Local Research

A novel oral treatment for a deadly neurodegenerative disease, juvenile NCL or CLN3 disease. Are Flupirtine analogues neuroprotective in the NCLs or Batten disease?

Fady Saade Med III; Karl Mansour, Joelle Makoukji PhD; Paul Trippier PhD and Rose-Mary Boustany MD.

Batten disease or the neuronal ceroid lipofuscinoses (NCL) comprise a group of fatal inherited neurodegenerative diseases with no cure afflicting children from birth to early adulthood. Progressive deterioration leads to blindness, seizures, dementia, spasticity and death by the teens/early twenties. There is a critical need to develop new therapeutic agents that demonstrate activity to combat these diseases. A small molecule approved for use as a non-opioid analgesic, Flupirtine, has been shown to be neuroprotective in cellular models of NCL. Despite these initial observations and potential no further studies have been performed. This research has initiated a medicinal chemistry-driven drug discovery process using Flupirtine as a lead compound. The hypothesis of this application is that novel small molecule derivatives of Flupirtine significantly ameliorate neuronal apoptosis in NCL by upregulation of the apoptosis suppressor Bcl-2 and down-regulation of the lipid second messenger, ceramide. Detailed structure-activity relationship studies have led to identification of the pharmacophore of the lead structure in the hope of optimizing neuroprotective properties of analogues. The Trippier group provides medicinal chemistry expertise in collaboration with the Boustany group who are determining activity of synthesized compounds. Bioactivity results will determine future compound synthesis through rational drug design methods underlying the two interlinked aims of this application – the generation of novel compounds, and the determination of activity in cellular models of NCL, and ultimately, animal models.

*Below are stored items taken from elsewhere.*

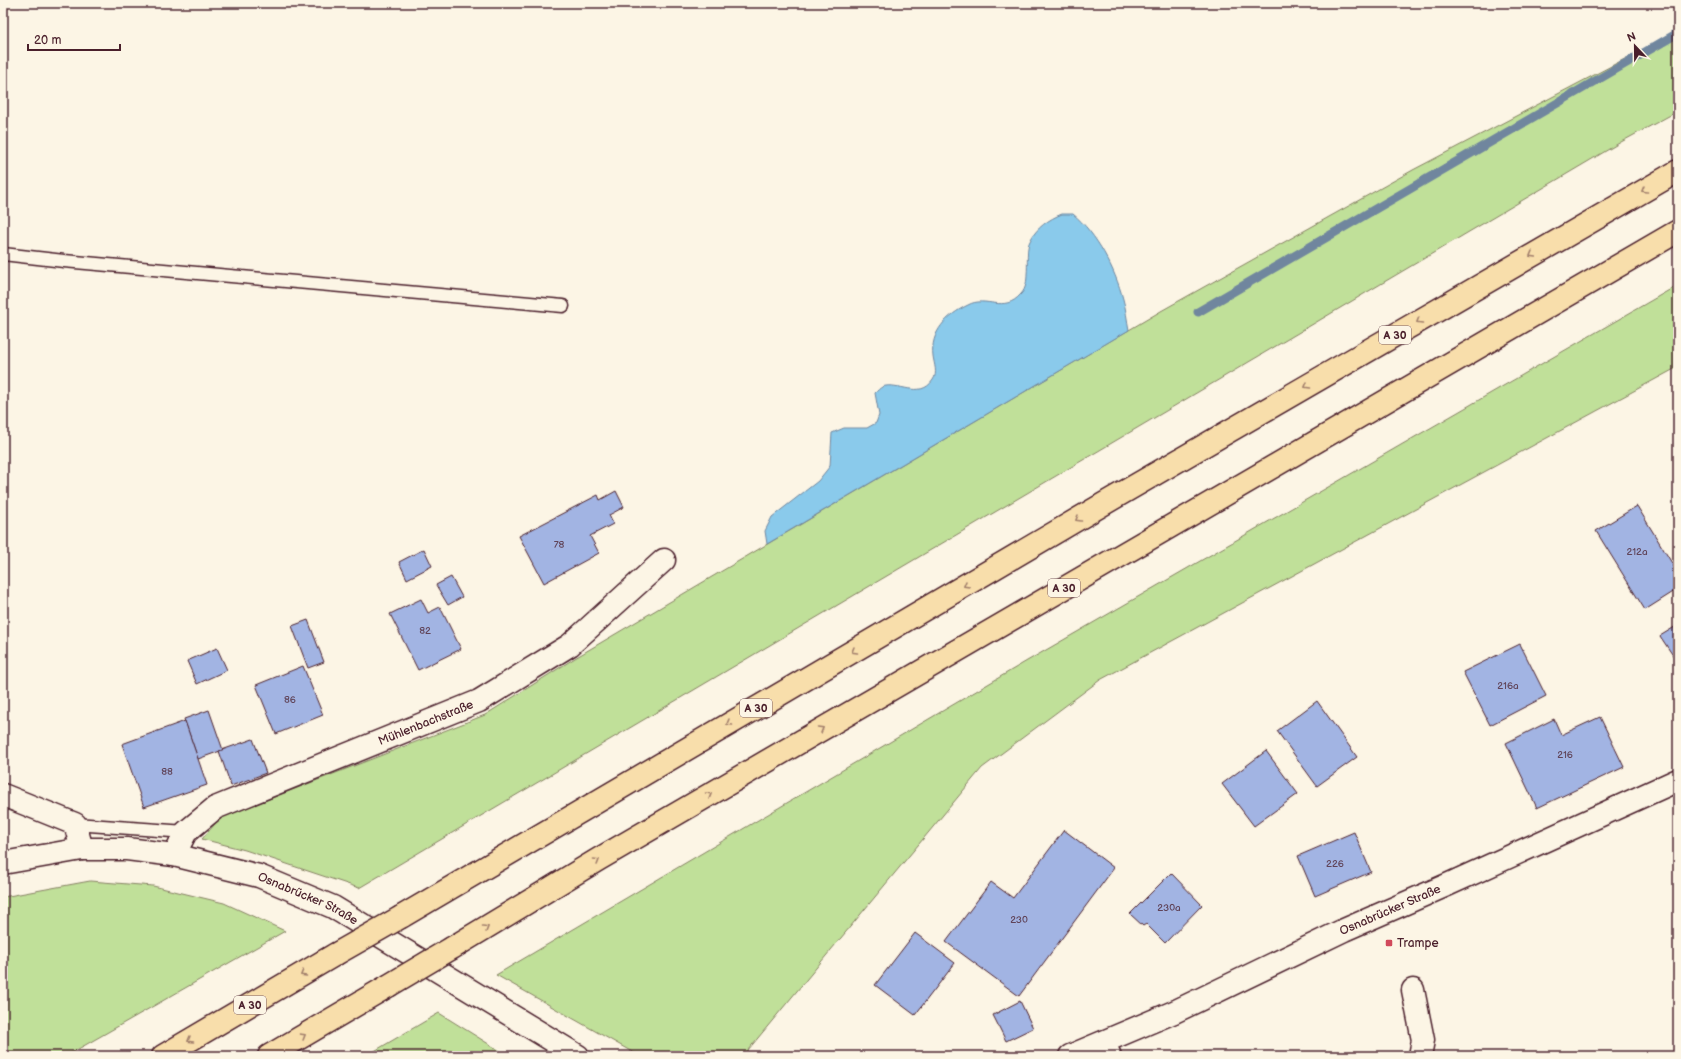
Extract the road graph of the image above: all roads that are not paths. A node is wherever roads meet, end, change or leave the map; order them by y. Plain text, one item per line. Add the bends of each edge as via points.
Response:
1 (1678, 171) edge
2 (1678, 231) edge
3 (3, 254) edge
4 (563, 306) dead end
5 (664, 560) dead end
6 (1678, 780) edge
7 (3, 795) edge
8 (75, 824) junction
9 (186, 832) junction
10 (82, 849) junction
11 (174, 855) junction
12 (3, 863) edge
13 (1413, 990) dead end
14 (1107, 1049) edge
15 (163, 1056) edge
16 (270, 1056) edge
17 (578, 1056) edge
18 (1070, 1056) edge
19 (1420, 1056) edge

1 -> 15 highway, A 30, bridge via 1084,515
16 -> 2 highway, A 30, bridge via 606,855
3 - 4 lane
5 - 9 main road, Mühlenbachstraße via 570,645 479,701 215,808
6 - 14 main road, Osnabrücker Straße via 1344,930 1174,1012
7 - 8 main road
8 - 9 lane
8 - 10 main road
9 - 11 main road, Mühlenbachstraße
10 - 11 main road, Osnabrücker Straße via 127,849
10 - 12 main road, Osnabrücker Straße
11 - 17 main road, Osnabrücker Straße via 259,876 333,907
13 - 19 main road via 1423,1040
14 - 18 main road, Osnabrücker Straße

The ultimate aim of this application is the generation of small molecules possessing enhanced neuroprotective activity in cellular models of NCL that retain good drug-like properties. Such compounds represent valuable preclinical therapeutic candidates requiring further evaluation. This application would be expected to form the basis of further research applications and experiments to perform preclinical and animal studies upon the most active compounds identified herein.

Nine neuroprotective flupirtine maleate analogues have been synthesized and structure-activity relationships to enhance activity determined.  Bioassays in human cells were carried out and the three best analogues were selected for further testing in NCL disease cell and animal models.